Description of the task: In the data that follows, each entry is to be restated exactly.

Input material:
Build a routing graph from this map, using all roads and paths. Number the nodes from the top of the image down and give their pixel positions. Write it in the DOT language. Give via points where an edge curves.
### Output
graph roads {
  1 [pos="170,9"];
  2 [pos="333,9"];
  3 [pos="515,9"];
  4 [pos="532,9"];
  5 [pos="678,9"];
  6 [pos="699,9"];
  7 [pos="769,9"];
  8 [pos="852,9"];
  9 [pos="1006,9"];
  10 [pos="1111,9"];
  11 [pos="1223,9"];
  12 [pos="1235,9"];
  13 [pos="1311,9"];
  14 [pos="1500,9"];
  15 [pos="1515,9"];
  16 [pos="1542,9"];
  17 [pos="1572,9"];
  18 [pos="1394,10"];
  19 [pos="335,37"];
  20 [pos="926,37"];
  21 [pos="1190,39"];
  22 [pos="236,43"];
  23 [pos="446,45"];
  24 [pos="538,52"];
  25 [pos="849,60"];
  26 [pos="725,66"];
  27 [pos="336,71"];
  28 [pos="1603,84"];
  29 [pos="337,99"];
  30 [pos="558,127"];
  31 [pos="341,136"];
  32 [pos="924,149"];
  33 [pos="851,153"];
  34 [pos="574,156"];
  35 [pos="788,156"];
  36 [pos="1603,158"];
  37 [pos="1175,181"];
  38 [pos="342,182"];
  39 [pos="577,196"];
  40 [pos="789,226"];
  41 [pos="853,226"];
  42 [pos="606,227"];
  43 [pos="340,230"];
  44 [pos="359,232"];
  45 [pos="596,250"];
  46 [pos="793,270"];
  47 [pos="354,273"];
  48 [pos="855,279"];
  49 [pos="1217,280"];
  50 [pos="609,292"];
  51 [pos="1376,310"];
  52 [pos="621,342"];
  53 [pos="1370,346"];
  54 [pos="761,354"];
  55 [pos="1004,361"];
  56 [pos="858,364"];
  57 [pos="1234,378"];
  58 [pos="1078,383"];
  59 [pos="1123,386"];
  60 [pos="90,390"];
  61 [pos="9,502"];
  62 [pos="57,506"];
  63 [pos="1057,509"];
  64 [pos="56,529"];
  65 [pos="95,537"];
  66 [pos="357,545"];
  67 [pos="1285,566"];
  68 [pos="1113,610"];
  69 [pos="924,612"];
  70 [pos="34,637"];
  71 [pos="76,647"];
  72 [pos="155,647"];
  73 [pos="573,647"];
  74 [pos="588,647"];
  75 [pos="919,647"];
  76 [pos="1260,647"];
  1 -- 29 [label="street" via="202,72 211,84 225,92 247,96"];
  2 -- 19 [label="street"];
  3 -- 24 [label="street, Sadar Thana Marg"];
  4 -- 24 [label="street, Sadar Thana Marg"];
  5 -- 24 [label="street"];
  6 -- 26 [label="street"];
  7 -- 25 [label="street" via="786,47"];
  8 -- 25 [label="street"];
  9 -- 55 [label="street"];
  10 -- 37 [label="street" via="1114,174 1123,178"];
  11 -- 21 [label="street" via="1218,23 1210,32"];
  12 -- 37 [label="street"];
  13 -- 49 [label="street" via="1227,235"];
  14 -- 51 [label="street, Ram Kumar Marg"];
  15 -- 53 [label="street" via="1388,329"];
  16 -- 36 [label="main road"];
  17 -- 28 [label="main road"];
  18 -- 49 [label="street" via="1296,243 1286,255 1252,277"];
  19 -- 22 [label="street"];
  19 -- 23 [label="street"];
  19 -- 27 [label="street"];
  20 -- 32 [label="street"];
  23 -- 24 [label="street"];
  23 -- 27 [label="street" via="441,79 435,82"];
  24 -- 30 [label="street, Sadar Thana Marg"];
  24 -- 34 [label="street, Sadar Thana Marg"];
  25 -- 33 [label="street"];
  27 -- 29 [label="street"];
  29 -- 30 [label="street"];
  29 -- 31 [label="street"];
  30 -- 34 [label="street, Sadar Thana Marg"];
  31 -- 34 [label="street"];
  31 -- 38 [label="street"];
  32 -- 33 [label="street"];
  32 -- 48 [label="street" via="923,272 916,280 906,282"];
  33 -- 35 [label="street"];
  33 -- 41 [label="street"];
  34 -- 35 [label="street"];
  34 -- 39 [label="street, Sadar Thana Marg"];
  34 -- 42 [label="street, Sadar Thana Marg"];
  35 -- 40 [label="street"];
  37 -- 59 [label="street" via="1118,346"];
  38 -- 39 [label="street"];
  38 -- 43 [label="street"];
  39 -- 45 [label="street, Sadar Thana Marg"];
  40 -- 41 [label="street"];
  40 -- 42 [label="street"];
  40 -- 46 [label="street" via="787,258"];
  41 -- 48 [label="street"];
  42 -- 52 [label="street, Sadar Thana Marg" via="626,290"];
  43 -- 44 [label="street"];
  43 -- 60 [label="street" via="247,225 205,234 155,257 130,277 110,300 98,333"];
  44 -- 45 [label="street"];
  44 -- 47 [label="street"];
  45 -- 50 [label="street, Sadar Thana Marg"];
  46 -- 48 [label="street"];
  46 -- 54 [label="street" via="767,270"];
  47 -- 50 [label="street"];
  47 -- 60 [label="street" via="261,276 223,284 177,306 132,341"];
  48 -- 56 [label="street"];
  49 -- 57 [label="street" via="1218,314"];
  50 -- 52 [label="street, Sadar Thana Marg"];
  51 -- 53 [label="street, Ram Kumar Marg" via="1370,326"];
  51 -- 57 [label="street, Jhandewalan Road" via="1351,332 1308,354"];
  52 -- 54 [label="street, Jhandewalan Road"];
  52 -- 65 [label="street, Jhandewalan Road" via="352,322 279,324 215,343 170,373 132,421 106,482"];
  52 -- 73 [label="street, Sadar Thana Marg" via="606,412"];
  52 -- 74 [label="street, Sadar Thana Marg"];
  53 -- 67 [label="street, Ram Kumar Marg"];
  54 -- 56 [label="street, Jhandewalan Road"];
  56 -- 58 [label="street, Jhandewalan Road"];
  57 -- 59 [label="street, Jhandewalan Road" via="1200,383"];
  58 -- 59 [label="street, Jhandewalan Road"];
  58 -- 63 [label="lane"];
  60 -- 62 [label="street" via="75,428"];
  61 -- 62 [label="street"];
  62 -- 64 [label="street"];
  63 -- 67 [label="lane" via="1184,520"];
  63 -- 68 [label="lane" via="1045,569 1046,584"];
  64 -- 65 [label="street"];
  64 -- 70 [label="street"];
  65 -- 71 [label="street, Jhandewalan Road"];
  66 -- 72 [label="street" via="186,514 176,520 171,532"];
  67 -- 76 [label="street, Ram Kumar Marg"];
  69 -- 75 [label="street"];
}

Expected answer:
Build a routing graph from this map, using all roads and paths. Number the nodes from the top of the image down and give their pixel positions. Write it in the DOT language. Give via points where an edge curves.
### Output
graph roads {
  1 [pos="170,9"];
  2 [pos="333,9"];
  3 [pos="515,9"];
  4 [pos="532,9"];
  5 [pos="678,9"];
  6 [pos="699,9"];
  7 [pos="769,9"];
  8 [pos="852,9"];
  9 [pos="1006,9"];
  10 [pos="1111,9"];
  11 [pos="1223,9"];
  12 [pos="1235,9"];
  13 [pos="1311,9"];
  14 [pos="1500,9"];
  15 [pos="1515,9"];
  16 [pos="1542,9"];
  17 [pos="1572,9"];
  18 [pos="1394,10"];
  19 [pos="335,37"];
  20 [pos="926,37"];
  21 [pos="1190,39"];
  22 [pos="236,43"];
  23 [pos="446,45"];
  24 [pos="538,52"];
  25 [pos="849,60"];
  26 [pos="725,66"];
  27 [pos="336,71"];
  28 [pos="1603,84"];
  29 [pos="337,99"];
  30 [pos="558,127"];
  31 [pos="341,136"];
  32 [pos="924,149"];
  33 [pos="851,153"];
  34 [pos="574,156"];
  35 [pos="788,156"];
  36 [pos="1603,158"];
  37 [pos="1175,181"];
  38 [pos="342,182"];
  39 [pos="577,196"];
  40 [pos="789,226"];
  41 [pos="853,226"];
  42 [pos="606,227"];
  43 [pos="340,230"];
  44 [pos="359,232"];
  45 [pos="596,250"];
  46 [pos="793,270"];
  47 [pos="354,273"];
  48 [pos="855,279"];
  49 [pos="1217,280"];
  50 [pos="609,292"];
  51 [pos="1376,310"];
  52 [pos="621,342"];
  53 [pos="1370,346"];
  54 [pos="761,354"];
  55 [pos="1004,361"];
  56 [pos="858,364"];
  57 [pos="1234,378"];
  58 [pos="1078,383"];
  59 [pos="1123,386"];
  60 [pos="90,390"];
  61 [pos="9,502"];
  62 [pos="57,506"];
  63 [pos="1057,509"];
  64 [pos="56,529"];
  65 [pos="95,537"];
  66 [pos="357,545"];
  67 [pos="1285,566"];
  68 [pos="1113,610"];
  69 [pos="924,612"];
  70 [pos="34,637"];
  71 [pos="76,647"];
  72 [pos="155,647"];
  73 [pos="573,647"];
  74 [pos="588,647"];
  75 [pos="919,647"];
  76 [pos="1260,647"];
  1 -- 29 [label="street" via="202,72 211,84 225,92 247,96"];
  2 -- 19 [label="street"];
  3 -- 24 [label="street, Sadar Thana Marg"];
  4 -- 24 [label="street, Sadar Thana Marg"];
  5 -- 24 [label="street"];
  6 -- 26 [label="street"];
  7 -- 25 [label="street" via="786,47"];
  8 -- 25 [label="street"];
  9 -- 55 [label="street"];
  10 -- 37 [label="street" via="1114,174 1123,178"];
  11 -- 21 [label="street" via="1218,23 1210,32"];
  12 -- 37 [label="street"];
  13 -- 49 [label="street" via="1227,235"];
  14 -- 51 [label="street, Ram Kumar Marg"];
  15 -- 53 [label="street" via="1388,329"];
  16 -- 36 [label="main road"];
  17 -- 28 [label="main road"];
  18 -- 49 [label="street" via="1296,243 1286,255 1252,277"];
  19 -- 22 [label="street"];
  19 -- 23 [label="street"];
  19 -- 27 [label="street"];
  20 -- 32 [label="street"];
  23 -- 24 [label="street"];
  23 -- 27 [label="street" via="441,79 435,82"];
  24 -- 30 [label="street, Sadar Thana Marg"];
  24 -- 34 [label="street, Sadar Thana Marg"];
  25 -- 33 [label="street"];
  27 -- 29 [label="street"];
  29 -- 30 [label="street"];
  29 -- 31 [label="street"];
  30 -- 34 [label="street, Sadar Thana Marg"];
  31 -- 34 [label="street"];
  31 -- 38 [label="street"];
  32 -- 33 [label="street"];
  32 -- 48 [label="street" via="923,272 916,280 906,282"];
  33 -- 35 [label="street"];
  33 -- 41 [label="street"];
  34 -- 35 [label="street"];
  34 -- 39 [label="street, Sadar Thana Marg"];
  34 -- 42 [label="street, Sadar Thana Marg"];
  35 -- 40 [label="street"];
  37 -- 59 [label="street" via="1118,346"];
  38 -- 39 [label="street"];
  38 -- 43 [label="street"];
  39 -- 45 [label="street, Sadar Thana Marg"];
  40 -- 41 [label="street"];
  40 -- 42 [label="street"];
  40 -- 46 [label="street" via="787,258"];
  41 -- 48 [label="street"];
  42 -- 52 [label="street, Sadar Thana Marg" via="626,290"];
  43 -- 44 [label="street"];
  43 -- 60 [label="street" via="247,225 205,234 155,257 130,277 110,300 98,333"];
  44 -- 45 [label="street"];
  44 -- 47 [label="street"];
  45 -- 50 [label="street, Sadar Thana Marg"];
  46 -- 48 [label="street"];
  46 -- 54 [label="street" via="767,270"];
  47 -- 50 [label="street"];
  47 -- 60 [label="street" via="261,276 223,284 177,306 132,341"];
  48 -- 56 [label="street"];
  49 -- 57 [label="street" via="1218,314"];
  50 -- 52 [label="street, Sadar Thana Marg"];
  51 -- 53 [label="street, Ram Kumar Marg" via="1370,326"];
  51 -- 57 [label="street, Jhandewalan Road" via="1351,332 1308,354"];
  52 -- 54 [label="street, Jhandewalan Road"];
  52 -- 65 [label="street, Jhandewalan Road" via="352,322 279,324 215,343 170,373 132,421 106,482"];
  52 -- 73 [label="street, Sadar Thana Marg" via="606,412"];
  52 -- 74 [label="street, Sadar Thana Marg"];
  53 -- 67 [label="street, Ram Kumar Marg"];
  54 -- 56 [label="street, Jhandewalan Road"];
  56 -- 58 [label="street, Jhandewalan Road"];
  57 -- 59 [label="street, Jhandewalan Road" via="1200,383"];
  58 -- 59 [label="street, Jhandewalan Road"];
  58 -- 63 [label="lane"];
  60 -- 62 [label="street" via="75,428"];
  61 -- 62 [label="street"];
  62 -- 64 [label="street"];
  63 -- 67 [label="lane" via="1184,520"];
  63 -- 68 [label="lane" via="1045,569 1046,584"];
  64 -- 65 [label="street"];
  64 -- 70 [label="street"];
  65 -- 71 [label="street, Jhandewalan Road"];
  66 -- 72 [label="street" via="186,514 176,520 171,532"];
  67 -- 76 [label="street, Ram Kumar Marg"];
  69 -- 75 [label="street"];
}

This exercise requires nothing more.